2014年，考里科加入了BioNTech公司，当时该公司正在研究一种针对癌症的mRNA疫苗。尽管一种针对狂犬病的疫苗在试验后展示出了前景，但癌症疫苗的早期努力并未取得成果。尽管如此，考里科和BioNTech的同事们仍然坚持不懈，莫德纳的科学家也从未放弃。新冠疫情暴发时，他们立即着手研发针对新病毒的疫苗。他们选对了。

The notion that mapping a virus’s genome would allow you to create an mRNA vaccine in a matter of weeks proved to be exactly right. In March 2020, just six weeks after scientists sequenced the COVID virus’s genome, Moderna announced that it had identified an mRNA-based candidate and begun making it for clinical trials. On December 31, the mRNA vaccine made by BioNTech in partnership with Pfizer was approved for emergency use by the World Health Organization. When Karikó received the first dose of the vaccine she had done so much to create—a few days before it was officially approved—she wept.

事实证明，绘制病毒的基因组图谱可以在几周内开发出一种mRNA疫苗的想法是完全正确的。2020年3月，在科学家对新冠病毒的基因组进行测序后仅六个星期，莫德纳就宣布已经研发出一种基于mRNA技术的候选疫苗，并准备开始临床试验。12月31日，BioNTech与辉瑞公司联合研发的mRNA疫苗获得了世界卫生组织的紧急使用授权。在接种她耗费心力研制的疫苗的第一针时（在该疫苗正式获批的前几天），考里科流泪了。

卡塔琳·考里科博士接种她耗费心力研制的疫苗的第一针时流泪了。(图源：宾夕法尼亚大学医学院)

2021年，德国柏林，BioNTech的高级副总裁卡塔琳·考里科博士与BioNTech的联合创始人庆祝他们被授予德国未来奖，该奖项用以表彰他们为新冠疫苗做出的贡献。(图源：Picture Aliiance/盖蒂图片社)

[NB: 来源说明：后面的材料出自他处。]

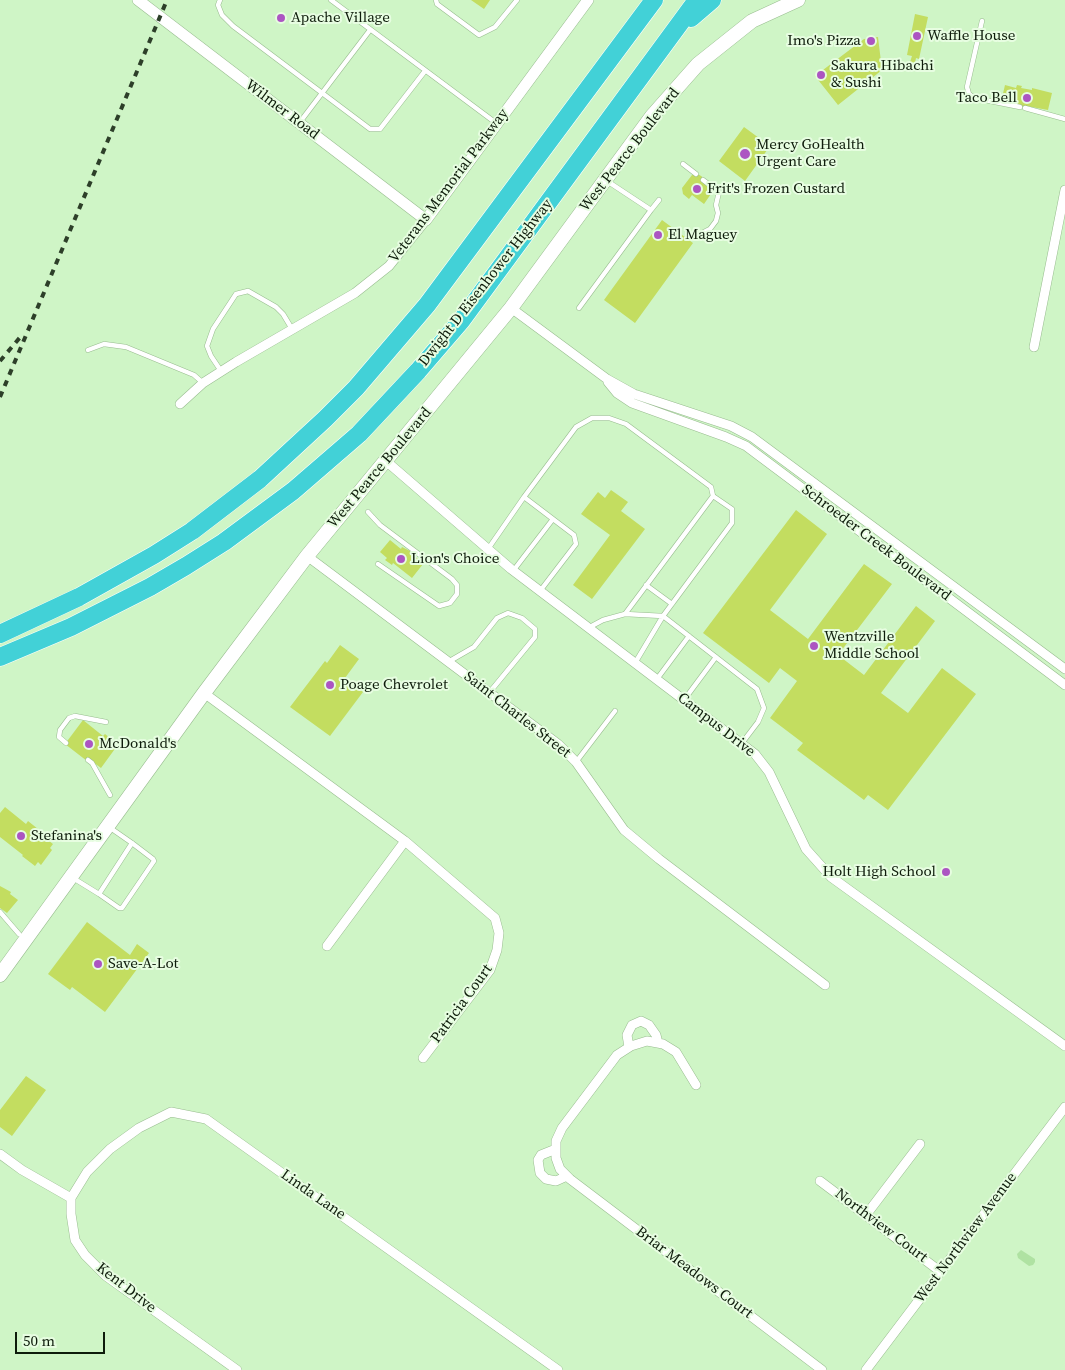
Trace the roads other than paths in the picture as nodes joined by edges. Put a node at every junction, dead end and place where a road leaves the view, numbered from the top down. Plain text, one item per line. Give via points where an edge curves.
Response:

For all her amazing foresight, I doubt even Dr. Karikó imagined that mRNA vaccines would one day play an essential role in ending a pandemic – and giving us a tool to prevent the next one. And to me, that’s the important lesson of her story: It’s impossible to predict exactly how breakthroughs will shape the future. That’s why it’s critical, if the science makes sense, that we should be willing to bet on crazy sounding ideas and the researchers like Dr. Kariko willing to fight tooth and nail to pursue them. They just might change the world.

即使拥有令人赞叹的远见，我猜测考里科博士也没有想到mRNA疫苗有一天会在结束大流行病方面发挥重要作用——并为我们提供了一种预防下一次大流行病的工具。对我来说，她的故事带来了重要启示：我们不可能准确预测出科学突破将如何塑造未来。因此，如果科学上是合理的，我们应当为听起来疯狂的想法投资，并支持像考里科博士这样愿意竭尽全力探索它们的研究人员，这至关重要。他们很可能会改变世界。